Records contained in a dataset
--------------------------------------------------

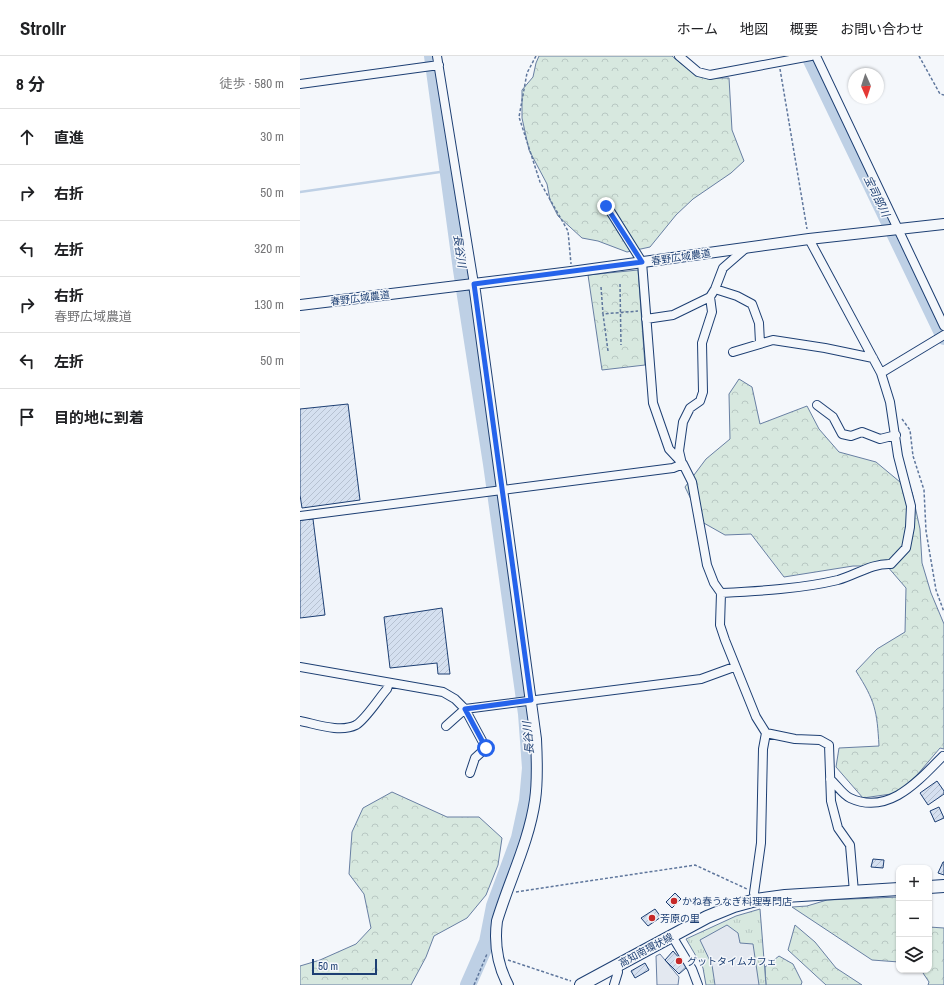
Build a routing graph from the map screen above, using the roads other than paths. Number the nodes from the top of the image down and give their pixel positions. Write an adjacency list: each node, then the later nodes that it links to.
1 (437, 56): 5 (street)
2 (679, 56): 3 (street)
3 (811, 56)
4 (816, 56): 9 (street)
5 (439, 65): 6 (street); 13 (street)
6 (300, 84)
7 (606, 206): 12 (street)
8 (944, 224): 9 (street, 春野広域農道)
9 (897, 230): 10 (street, 春野広域農道); 18 (street)
10 (809, 239): 11 (street, 春野広域農道); 22 (street)
11 (746, 248): 12 (street, 春野広域農道); 14 (street)
12 (642, 262): 13 (street, 春野広域農道); 17 (street)
13 (474, 284): 16 (street, 春野広域農道); 27 (street)
14 (715, 289): 15 (street); 20 (street)
15 (710, 297): 17 (street); 26 (street)
16 (300, 305)
17 (646, 319): 26 (street)
18 (944, 326)
19 (944, 335): 23 (street)
20 (760, 343): 21 (street); 22 (street)
21 (733, 352)
22 (873, 358): 23 (street)
23 (881, 373): 25 (street)
24 (816, 405): 25 (street)
25 (896, 435): 29 (street)
26 (683, 464): 27 (street); 29 (street)
27 (497, 491): 28 (street); 33 (street)
28 (300, 516)
29 (721, 593): 31 (street)
30 (300, 667): 32 (street)
31 (734, 667): 33 (street); 37 (street)
32 (389, 683): 34 (street); 35 (street)
33 (526, 701): 34 (street); 48 (street)
34 (465, 709): 36 (street); 39 (street)
35 (300, 721)
36 (446, 726)
37 (766, 733): 40 (street); 45 (street)
38 (943, 756): 40 (street)
39 (470, 773)
40 (830, 779): 44 (street)
41 (944, 886): 42 (main road)
42 (932, 887)
43 (896, 889): 44 (main road, 高知南環状線)
44 (854, 892): 45 (main road, 高知南環状線)
45 (755, 897): 46 (main road, 高知南環状線)
46 (672, 936): 47 (main road, 高知南環状線); 51 (street)
47 (617, 966): 49 (main road, 高知南環状線); 50 (street)
48 (508, 985)
49 (582, 985)
50 (614, 985)
51 (698, 985)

--------------------------------------------------

[What you need to do] When you reach a picture in the records above, pass over it and transcribe the rest exactly.

[Task answer]
Build a routing graph from the map screen above, using the roads other than paths. Number the nodes from the top of the image down and give their pixel positions. Write an adjacency list: each node, then the later nodes that it links to.
1 (437, 56): 5 (street)
2 (679, 56): 3 (street)
3 (811, 56)
4 (816, 56): 9 (street)
5 (439, 65): 6 (street); 13 (street)
6 (300, 84)
7 (606, 206): 12 (street)
8 (944, 224): 9 (street, 春野広域農道)
9 (897, 230): 10 (street, 春野広域農道); 18 (street)
10 (809, 239): 11 (street, 春野広域農道); 22 (street)
11 (746, 248): 12 (street, 春野広域農道); 14 (street)
12 (642, 262): 13 (street, 春野広域農道); 17 (street)
13 (474, 284): 16 (street, 春野広域農道); 27 (street)
14 (715, 289): 15 (street); 20 (street)
15 (710, 297): 17 (street); 26 (street)
16 (300, 305)
17 (646, 319): 26 (street)
18 (944, 326)
19 (944, 335): 23 (street)
20 (760, 343): 21 (street); 22 (street)
21 (733, 352)
22 (873, 358): 23 (street)
23 (881, 373): 25 (street)
24 (816, 405): 25 (street)
25 (896, 435): 29 (street)
26 (683, 464): 27 (street); 29 (street)
27 (497, 491): 28 (street); 33 (street)
28 (300, 516)
29 (721, 593): 31 (street)
30 (300, 667): 32 (street)
31 (734, 667): 33 (street); 37 (street)
32 (389, 683): 34 (street); 35 (street)
33 (526, 701): 34 (street); 48 (street)
34 (465, 709): 36 (street); 39 (street)
35 (300, 721)
36 (446, 726)
37 (766, 733): 40 (street); 45 (street)
38 (943, 756): 40 (street)
39 (470, 773)
40 (830, 779): 44 (street)
41 (944, 886): 42 (main road)
42 (932, 887)
43 (896, 889): 44 (main road, 高知南環状線)
44 (854, 892): 45 (main road, 高知南環状線)
45 (755, 897): 46 (main road, 高知南環状線)
46 (672, 936): 47 (main road, 高知南環状線); 51 (street)
47 (617, 966): 49 (main road, 高知南環状線); 50 (street)
48 (508, 985)
49 (582, 985)
50 (614, 985)
51 (698, 985)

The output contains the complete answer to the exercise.